Ci sono cose che accadono e ti trovano del tutto impreparata.
Robert, il mio ex marito, aveva semrpe usato il suo indiscutibile fascino come arma letale,senza badare ai cuori che spezzava, o alle vite che rovinava. Per non parlare dei letti nei quali si sveglava il mattino dopo.
Mia madre continuava a ripetermi: “Visto, Jasmine, hai voluto sposarti un americano? Dovevi prenderti un bengalese come noi: fedele, di buon cuore, e rispettoso della nostra cultura.” E io me lo vedevo, il perfetto marito bengalese, in ghingheri nel tradizionale churidar kurta, durante il mio allegro e colorato matrimonio indiano. Ma mia madre non vedrà mai realizzato il suo sogno, perchè io non ho nessuna intenzione di sposarmi un’altra volta.
La recensione di La libreria dei nuovi inizi di Anjali Banerjee
A Shelter Island, piccola isola davanti a Seattle, si trova, a pochi passi dalla spiaggia, la libreria di Ruma. Un edifico vittoriano a tre piani, ricco di stanze, corridoi e bovindi, carico di anni, polvere e libri. Libri vecchi spiegazzati e nuove edizioni, libri poco commercializzati, libri messi a posta in vetrina per ricordare agli acquirenti che non di solo bestseller vive il lettore. Jasmine, giovane donna d’affari da poco separata dal marito, arriva sull’isola, per prendersi cura della libreria durante il viaggio della zia Ruma nella madrepatria, l’India. Jasmine è una donna moderna: netbook e cellulare sono le sue uniche preoccupazioni insieme a controllare le mail dei suoi clienti. I pirmi giorni nel negozio non saranno facili perchè la libreria è infestata dagli spiriti degli scrittori: Beatrix Potter, Neruda, Dickens, Poe, Jane Austen. All’inizio Jasmine è spaventata ma poi si rende conto che gli scrittori sono suoi amici e possono aiutarla nel suo lavoro e anche nella vita.
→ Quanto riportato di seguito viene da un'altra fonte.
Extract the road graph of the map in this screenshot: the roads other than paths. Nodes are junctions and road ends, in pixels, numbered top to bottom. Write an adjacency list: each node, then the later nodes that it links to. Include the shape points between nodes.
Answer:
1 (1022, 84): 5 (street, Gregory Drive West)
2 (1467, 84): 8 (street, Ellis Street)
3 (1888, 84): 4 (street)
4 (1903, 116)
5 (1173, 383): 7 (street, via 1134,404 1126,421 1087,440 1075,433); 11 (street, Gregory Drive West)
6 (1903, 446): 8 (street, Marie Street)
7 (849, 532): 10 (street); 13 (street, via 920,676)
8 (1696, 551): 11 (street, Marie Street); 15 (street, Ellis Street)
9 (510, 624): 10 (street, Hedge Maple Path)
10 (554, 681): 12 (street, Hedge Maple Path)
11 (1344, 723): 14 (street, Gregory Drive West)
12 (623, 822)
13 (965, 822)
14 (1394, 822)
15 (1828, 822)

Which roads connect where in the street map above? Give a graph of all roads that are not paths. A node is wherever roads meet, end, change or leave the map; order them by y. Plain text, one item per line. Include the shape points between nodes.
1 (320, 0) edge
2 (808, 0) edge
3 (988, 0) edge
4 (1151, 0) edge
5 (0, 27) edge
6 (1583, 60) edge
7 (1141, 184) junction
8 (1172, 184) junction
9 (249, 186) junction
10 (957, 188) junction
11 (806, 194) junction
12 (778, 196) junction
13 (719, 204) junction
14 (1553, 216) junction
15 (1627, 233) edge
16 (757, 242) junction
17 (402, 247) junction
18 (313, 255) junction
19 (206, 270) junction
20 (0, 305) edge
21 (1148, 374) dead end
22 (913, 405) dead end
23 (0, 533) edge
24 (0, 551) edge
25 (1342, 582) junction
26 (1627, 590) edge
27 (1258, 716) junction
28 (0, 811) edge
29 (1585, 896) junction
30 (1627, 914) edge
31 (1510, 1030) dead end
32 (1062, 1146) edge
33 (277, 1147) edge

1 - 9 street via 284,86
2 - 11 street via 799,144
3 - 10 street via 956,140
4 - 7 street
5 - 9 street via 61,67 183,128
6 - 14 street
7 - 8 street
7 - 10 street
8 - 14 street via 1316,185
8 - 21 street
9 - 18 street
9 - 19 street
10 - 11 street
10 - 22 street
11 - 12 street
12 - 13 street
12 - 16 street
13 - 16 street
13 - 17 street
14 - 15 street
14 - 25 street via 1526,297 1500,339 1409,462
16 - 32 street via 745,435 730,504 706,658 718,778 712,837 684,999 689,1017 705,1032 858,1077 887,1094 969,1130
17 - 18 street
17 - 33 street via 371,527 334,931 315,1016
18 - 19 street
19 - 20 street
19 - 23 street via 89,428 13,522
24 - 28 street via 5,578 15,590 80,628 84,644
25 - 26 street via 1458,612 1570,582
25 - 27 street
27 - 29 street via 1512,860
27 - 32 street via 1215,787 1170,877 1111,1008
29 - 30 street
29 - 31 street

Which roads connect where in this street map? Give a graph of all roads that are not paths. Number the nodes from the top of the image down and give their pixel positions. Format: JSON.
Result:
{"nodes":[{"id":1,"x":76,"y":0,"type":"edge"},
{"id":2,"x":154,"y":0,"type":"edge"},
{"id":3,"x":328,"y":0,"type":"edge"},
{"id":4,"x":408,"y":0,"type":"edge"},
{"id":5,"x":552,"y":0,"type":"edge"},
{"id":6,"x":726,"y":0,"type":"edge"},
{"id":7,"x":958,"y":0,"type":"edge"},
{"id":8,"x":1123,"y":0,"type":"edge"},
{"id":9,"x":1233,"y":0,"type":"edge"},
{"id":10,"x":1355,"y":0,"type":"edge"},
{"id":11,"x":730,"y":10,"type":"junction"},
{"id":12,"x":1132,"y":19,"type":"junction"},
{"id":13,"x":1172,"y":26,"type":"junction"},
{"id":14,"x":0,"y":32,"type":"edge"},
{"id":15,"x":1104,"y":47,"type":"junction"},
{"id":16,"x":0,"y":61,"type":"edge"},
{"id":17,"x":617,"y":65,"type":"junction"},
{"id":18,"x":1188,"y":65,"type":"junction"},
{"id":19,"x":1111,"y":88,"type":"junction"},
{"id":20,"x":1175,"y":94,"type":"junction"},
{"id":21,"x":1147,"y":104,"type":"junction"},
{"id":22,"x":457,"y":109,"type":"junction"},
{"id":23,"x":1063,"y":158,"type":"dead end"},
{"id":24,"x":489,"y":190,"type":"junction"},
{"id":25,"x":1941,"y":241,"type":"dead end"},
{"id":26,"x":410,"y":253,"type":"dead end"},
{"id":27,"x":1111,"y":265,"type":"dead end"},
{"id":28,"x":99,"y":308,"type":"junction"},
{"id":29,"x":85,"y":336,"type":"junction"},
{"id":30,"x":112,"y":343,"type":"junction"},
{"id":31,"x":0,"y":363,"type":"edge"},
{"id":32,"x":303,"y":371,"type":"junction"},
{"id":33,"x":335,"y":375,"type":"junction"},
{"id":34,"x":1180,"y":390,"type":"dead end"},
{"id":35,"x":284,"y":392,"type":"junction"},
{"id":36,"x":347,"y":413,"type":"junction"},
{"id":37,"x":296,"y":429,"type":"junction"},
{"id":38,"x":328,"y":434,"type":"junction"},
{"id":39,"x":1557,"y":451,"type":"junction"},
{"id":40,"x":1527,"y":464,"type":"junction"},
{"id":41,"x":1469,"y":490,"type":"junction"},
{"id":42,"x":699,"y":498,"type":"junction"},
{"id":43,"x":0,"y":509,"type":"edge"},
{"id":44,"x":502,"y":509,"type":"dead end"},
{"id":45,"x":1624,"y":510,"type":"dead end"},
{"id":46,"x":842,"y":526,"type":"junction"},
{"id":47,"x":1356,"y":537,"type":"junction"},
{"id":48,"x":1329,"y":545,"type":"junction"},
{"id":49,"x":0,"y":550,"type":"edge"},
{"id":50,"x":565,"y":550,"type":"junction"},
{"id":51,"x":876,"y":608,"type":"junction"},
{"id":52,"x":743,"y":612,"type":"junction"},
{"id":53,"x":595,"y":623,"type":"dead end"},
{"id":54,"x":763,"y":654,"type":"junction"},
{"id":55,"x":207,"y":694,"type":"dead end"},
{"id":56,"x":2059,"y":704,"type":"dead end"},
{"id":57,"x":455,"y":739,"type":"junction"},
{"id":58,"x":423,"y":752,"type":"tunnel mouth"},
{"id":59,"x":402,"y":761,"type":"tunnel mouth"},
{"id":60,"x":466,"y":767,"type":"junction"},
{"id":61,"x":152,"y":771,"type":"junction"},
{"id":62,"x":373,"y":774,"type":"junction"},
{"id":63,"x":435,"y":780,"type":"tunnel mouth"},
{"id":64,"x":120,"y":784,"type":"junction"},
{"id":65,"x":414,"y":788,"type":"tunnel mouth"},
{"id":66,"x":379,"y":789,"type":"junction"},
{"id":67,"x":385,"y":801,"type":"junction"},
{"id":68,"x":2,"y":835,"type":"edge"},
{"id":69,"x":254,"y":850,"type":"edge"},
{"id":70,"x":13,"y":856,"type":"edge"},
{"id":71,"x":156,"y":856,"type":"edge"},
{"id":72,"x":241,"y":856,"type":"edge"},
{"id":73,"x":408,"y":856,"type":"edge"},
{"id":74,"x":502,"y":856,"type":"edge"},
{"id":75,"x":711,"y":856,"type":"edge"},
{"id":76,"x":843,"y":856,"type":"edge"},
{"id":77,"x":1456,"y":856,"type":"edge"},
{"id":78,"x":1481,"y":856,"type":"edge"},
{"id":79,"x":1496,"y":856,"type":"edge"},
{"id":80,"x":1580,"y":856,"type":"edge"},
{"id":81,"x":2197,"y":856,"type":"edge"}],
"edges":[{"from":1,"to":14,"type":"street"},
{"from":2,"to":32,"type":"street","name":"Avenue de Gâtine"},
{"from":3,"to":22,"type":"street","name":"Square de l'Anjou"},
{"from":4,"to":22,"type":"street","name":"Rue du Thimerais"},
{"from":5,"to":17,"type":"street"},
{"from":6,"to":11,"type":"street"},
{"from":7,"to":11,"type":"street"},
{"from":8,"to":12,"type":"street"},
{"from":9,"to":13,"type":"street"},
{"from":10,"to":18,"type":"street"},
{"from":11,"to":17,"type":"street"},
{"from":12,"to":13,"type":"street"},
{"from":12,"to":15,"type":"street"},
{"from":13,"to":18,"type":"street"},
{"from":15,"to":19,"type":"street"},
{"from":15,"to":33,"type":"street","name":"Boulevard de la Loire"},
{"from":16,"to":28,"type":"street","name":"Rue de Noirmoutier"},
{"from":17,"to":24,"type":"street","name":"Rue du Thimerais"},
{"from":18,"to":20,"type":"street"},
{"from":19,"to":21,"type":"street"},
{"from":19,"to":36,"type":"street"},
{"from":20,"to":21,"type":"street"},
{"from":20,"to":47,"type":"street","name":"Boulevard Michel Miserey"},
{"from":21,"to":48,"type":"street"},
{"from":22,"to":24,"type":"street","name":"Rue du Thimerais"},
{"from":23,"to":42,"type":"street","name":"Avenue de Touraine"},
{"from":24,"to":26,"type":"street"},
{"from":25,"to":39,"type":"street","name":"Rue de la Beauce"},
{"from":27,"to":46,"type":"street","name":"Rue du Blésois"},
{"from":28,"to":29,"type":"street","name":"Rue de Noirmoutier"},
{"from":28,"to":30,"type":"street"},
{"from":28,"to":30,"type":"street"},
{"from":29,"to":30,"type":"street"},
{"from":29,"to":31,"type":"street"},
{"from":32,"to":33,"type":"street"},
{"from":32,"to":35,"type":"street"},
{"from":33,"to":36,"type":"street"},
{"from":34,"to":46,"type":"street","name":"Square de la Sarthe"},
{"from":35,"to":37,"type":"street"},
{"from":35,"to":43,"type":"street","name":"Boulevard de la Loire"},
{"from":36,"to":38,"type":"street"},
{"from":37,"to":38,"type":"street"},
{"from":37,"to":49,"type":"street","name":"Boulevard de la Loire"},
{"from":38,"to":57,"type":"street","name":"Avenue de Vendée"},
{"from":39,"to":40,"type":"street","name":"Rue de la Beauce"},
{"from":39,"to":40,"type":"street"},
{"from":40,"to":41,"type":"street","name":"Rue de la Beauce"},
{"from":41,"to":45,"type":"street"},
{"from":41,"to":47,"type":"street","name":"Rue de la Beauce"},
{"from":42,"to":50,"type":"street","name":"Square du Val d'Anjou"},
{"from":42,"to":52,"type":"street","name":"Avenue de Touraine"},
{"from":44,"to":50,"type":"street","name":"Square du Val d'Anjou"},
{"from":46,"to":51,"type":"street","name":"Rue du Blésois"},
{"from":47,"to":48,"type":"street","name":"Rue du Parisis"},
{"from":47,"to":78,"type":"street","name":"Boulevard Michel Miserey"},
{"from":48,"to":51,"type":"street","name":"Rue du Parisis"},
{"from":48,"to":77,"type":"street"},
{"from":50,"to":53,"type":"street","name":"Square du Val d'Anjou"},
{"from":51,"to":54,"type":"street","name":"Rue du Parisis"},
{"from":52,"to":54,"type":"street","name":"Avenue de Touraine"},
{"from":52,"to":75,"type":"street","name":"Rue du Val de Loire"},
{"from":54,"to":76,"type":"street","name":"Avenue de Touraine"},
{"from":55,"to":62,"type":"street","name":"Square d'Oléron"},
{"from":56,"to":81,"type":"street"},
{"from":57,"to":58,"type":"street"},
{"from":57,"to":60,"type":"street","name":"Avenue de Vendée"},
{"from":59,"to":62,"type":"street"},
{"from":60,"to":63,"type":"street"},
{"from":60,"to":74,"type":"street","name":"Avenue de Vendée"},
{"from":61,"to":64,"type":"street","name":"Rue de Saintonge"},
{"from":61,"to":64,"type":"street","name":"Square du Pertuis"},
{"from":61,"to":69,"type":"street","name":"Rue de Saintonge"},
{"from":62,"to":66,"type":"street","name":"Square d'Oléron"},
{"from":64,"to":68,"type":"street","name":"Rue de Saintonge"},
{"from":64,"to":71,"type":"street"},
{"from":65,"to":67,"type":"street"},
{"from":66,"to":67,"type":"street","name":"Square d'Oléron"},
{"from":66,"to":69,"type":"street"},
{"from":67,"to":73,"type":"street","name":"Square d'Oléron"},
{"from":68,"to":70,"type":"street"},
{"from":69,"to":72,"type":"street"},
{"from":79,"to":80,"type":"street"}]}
La mia opinione su La libreria dei nuovi inizi di Anjali Banerjee
I libri sono un antidoto alla tristezza.
Devo dire che ho trovato questa lettura piacevole e rilassante. Sicuramente è un romanzo da prendere per quello che è, una storia di rinascita dopo un periodo difficile, però trasmette un entusiasmo genuino per la letteratura. I libri citati sono tanti e sicuramente troverete, come è capitato a me, titoli che vi sono molto cari. Il bello è che la letteratura è presente nel romanzo ma non ruba la scena alla vicenda di Jasmine ma la supporta senza essere invadente e quindi garantendo un tono spensierato. Insomma, pagina dopo pagina, viene una gran voglia di leggere e rileggere e di andare a cercare qualche notizia in più sugli scrittori e sulla loro vita. Perché in questa storia contano i grandi libri ma conta anche la personalità e il carattere di chi li ha scritti.
Le giornate si allungano, le vacanze di Pasqua si avvicinano e questo libro potrebbe essere un ottimo compagno durante un picnic o una passeggiata perché è leggero e solare, non troppo romantico e con quel velo di mistero che non guasta mai. Che dirvi? Se volete una storia scorrevole, piacevole, garbata e se amate i vecchi scrittori questa è una lettura da non perdere.